The rule of law is a subject of practical philosophy that has always been of high interest to philosophers willing to arrive at principles of pragmatic governance by either separating empirical applications of sets of rules governing human action from the pursuit of ends valuable in the moral sense or by amalgamating them in structures of varying cohesion. Neither Immanuel Kant, a German philosopher, nor Lon L. Fuller, an American legal philosopher, has been an exception to the trend.

This paper aims to analyze the philosophers’ views on the relation between law and morality. It will argue that while Fuller’s conception of the rule of law as an instrument for restricting illegal use of power, which is ipso facto instrumentally valuable in bringing the moral component in political relationships, accurately describes principles of congruence that have to be applied by lawmakers to their trade, the Kantian proposition that legislative volitions of rulers have to be limited by principles of morality has more plausibility.

Discussion

Fuller tells a story of a ruler, Rex, whose unquenchable ambition drives him to exercise his questionable intellectual powers to draft a lex terrae (Fuller 93). In his new capacity as a legislator and a judge, Rex renounces all existing laws in favor of paternalistic legislation that strains the institutional functioning of the country’s legal system to the breaking point. After a couple of successive failures in issuing a coherent set of rules that are subject to his whimsical interpretations of justice, the ruler discovers that he is not capable of capitalizing on his hard-won experience and producing a body of law that can be universally applied (Fuller 93).
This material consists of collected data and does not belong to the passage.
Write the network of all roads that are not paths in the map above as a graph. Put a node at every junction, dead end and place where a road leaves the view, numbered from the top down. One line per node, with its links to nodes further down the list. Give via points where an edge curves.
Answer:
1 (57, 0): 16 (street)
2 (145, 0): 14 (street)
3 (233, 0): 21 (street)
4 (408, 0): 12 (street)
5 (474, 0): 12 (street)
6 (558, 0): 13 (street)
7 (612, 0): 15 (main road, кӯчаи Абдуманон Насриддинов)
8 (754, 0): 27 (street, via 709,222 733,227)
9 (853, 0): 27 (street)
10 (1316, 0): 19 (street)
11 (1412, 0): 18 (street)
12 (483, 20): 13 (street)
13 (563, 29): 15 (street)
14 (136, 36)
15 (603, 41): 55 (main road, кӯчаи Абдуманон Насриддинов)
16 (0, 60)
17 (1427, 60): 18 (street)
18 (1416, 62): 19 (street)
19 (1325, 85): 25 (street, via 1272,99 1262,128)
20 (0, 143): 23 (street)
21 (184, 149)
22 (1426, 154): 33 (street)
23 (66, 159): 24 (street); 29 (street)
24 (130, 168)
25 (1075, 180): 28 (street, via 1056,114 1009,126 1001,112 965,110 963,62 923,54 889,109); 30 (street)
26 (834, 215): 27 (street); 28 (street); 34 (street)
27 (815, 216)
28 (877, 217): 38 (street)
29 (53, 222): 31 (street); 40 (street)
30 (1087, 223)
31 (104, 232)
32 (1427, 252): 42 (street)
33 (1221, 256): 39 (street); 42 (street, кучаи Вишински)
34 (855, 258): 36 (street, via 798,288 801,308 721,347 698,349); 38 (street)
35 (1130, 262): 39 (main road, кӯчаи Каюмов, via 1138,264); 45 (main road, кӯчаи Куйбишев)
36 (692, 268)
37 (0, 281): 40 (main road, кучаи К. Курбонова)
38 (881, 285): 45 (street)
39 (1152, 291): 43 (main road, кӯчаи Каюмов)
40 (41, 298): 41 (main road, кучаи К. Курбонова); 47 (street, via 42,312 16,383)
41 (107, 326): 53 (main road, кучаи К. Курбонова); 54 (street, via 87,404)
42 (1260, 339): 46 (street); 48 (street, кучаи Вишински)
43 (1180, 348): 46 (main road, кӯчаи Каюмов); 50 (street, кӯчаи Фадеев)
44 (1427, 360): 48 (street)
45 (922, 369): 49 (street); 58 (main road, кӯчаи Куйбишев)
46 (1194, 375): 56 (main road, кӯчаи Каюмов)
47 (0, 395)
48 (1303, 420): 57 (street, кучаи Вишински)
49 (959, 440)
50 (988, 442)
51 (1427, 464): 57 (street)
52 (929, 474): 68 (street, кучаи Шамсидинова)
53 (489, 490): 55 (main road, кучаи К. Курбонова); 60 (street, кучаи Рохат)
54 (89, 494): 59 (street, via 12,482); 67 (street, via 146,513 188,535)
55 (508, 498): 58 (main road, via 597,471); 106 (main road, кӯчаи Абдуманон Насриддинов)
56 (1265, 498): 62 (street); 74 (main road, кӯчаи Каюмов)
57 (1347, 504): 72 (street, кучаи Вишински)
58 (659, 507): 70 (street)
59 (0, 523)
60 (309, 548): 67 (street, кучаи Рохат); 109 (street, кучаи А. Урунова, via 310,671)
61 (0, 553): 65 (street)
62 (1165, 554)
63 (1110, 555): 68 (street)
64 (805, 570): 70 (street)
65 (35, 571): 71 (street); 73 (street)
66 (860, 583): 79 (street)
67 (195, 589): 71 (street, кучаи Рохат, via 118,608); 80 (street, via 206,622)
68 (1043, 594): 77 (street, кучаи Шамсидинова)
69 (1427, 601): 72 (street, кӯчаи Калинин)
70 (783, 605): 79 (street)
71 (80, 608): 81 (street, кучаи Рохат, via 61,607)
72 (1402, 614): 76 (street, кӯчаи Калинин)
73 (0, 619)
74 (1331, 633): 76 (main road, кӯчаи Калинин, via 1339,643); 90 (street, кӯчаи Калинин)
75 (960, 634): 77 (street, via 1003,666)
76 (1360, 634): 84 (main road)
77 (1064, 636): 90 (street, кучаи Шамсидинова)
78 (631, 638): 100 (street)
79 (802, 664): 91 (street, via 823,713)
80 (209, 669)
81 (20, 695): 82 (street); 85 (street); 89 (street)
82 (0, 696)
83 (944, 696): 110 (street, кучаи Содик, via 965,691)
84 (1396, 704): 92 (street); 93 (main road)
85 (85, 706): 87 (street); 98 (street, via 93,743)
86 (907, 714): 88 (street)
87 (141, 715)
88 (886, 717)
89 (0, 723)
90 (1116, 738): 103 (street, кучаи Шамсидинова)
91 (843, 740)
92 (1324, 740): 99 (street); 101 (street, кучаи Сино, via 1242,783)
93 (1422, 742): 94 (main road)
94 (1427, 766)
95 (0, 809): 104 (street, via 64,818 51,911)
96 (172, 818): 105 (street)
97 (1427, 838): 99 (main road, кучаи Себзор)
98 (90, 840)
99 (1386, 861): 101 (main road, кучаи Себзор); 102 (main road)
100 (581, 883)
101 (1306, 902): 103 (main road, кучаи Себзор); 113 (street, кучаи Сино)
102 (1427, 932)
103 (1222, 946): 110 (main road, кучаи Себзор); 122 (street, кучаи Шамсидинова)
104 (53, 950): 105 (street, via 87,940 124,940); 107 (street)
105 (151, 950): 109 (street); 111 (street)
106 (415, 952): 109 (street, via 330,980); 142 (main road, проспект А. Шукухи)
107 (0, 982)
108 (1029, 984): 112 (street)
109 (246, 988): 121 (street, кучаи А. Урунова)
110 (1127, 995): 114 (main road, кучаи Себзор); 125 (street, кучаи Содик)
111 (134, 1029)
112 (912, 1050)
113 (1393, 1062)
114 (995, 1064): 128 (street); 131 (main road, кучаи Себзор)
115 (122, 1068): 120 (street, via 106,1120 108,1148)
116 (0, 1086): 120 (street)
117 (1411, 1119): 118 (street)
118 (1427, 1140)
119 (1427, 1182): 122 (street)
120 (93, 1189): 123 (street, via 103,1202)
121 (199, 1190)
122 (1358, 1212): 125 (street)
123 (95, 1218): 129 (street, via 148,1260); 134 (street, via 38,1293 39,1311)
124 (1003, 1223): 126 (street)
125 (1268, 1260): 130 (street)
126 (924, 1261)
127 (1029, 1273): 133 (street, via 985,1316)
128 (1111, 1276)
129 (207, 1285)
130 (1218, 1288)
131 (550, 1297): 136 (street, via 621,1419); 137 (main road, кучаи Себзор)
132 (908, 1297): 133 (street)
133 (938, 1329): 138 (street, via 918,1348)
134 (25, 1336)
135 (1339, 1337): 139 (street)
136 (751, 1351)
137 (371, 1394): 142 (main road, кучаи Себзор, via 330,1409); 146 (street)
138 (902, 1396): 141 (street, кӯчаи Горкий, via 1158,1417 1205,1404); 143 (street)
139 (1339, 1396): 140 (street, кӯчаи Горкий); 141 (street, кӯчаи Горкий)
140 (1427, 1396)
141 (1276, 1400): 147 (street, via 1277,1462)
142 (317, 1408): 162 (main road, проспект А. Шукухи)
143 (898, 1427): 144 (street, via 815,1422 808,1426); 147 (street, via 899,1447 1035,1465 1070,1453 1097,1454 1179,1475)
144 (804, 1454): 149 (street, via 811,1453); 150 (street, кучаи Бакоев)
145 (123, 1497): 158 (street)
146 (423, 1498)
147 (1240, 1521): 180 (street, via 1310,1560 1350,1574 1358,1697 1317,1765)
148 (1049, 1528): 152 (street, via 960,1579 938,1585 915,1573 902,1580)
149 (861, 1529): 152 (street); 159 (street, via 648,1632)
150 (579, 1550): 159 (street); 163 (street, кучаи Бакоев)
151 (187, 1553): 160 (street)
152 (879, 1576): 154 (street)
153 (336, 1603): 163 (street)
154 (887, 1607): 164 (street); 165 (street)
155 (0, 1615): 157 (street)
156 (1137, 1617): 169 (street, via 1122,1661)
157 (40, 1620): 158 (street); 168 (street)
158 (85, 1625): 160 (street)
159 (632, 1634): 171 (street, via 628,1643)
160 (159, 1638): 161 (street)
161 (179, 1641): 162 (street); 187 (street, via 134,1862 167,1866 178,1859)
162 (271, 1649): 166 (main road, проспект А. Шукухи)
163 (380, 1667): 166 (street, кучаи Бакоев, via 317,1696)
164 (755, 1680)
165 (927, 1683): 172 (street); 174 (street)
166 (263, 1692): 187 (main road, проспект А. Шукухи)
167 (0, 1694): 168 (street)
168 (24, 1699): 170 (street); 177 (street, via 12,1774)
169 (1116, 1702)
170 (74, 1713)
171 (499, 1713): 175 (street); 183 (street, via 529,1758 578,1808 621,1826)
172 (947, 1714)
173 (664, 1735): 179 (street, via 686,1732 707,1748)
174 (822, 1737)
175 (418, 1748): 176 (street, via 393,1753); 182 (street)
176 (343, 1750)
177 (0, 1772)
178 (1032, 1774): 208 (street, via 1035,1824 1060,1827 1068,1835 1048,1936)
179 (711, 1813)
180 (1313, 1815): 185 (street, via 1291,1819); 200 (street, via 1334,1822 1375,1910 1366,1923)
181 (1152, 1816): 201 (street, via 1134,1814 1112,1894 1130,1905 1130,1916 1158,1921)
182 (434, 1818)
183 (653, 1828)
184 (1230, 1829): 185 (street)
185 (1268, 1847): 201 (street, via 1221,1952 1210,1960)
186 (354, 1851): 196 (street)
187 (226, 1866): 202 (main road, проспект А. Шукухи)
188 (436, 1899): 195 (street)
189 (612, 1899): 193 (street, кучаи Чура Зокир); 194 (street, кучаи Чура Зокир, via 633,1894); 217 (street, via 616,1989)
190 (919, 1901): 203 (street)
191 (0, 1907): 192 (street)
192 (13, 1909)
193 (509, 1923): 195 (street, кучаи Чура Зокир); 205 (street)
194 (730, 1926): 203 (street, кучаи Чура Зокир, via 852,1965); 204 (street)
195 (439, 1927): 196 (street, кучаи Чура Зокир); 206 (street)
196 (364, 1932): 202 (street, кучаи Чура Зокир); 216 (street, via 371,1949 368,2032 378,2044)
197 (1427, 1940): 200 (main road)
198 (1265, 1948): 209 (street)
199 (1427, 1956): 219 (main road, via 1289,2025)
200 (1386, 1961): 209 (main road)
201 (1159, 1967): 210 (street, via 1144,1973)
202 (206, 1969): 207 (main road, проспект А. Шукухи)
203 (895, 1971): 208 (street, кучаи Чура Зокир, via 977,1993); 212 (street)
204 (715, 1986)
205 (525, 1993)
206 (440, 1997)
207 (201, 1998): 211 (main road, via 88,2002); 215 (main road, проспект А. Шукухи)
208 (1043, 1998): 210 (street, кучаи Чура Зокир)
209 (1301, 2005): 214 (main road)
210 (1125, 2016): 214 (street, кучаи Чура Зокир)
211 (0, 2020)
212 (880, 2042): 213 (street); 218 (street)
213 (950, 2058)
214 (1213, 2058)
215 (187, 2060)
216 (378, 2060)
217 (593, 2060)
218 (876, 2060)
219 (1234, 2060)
The account of Rex’s futile attempts to subject the behavior of people under his political control to the governance of law is used by Fuller as an apt illustration of eight criteria of the adequate rule of law. The failure to follow these criteria “does not simply result in a bad system of law; it results in something that is not properly called a legal system at all” (Fuller 93). It is hard to disagree with Fuller in that no moral obligation to follow the law is applicable in a case in which the law is inconsistent with the patterns of practical reasoning of acting human beings. To better understand Fuller’s criteria for the legal requirements and prohibitions, it is necessary to review these conditions seriatim.

Eight Principles

The first principle that has to be applied to every law is a generality, that is no legal command or injunction can be applied on an ad hoc basis. The second criterion for a legal system is promulgation that makes all precepts generally available for affected parties. The third principle prohibits laws from functioning in a retrospective manner, which undermines “the integrity of rules prospective in effect” (Fuller 93).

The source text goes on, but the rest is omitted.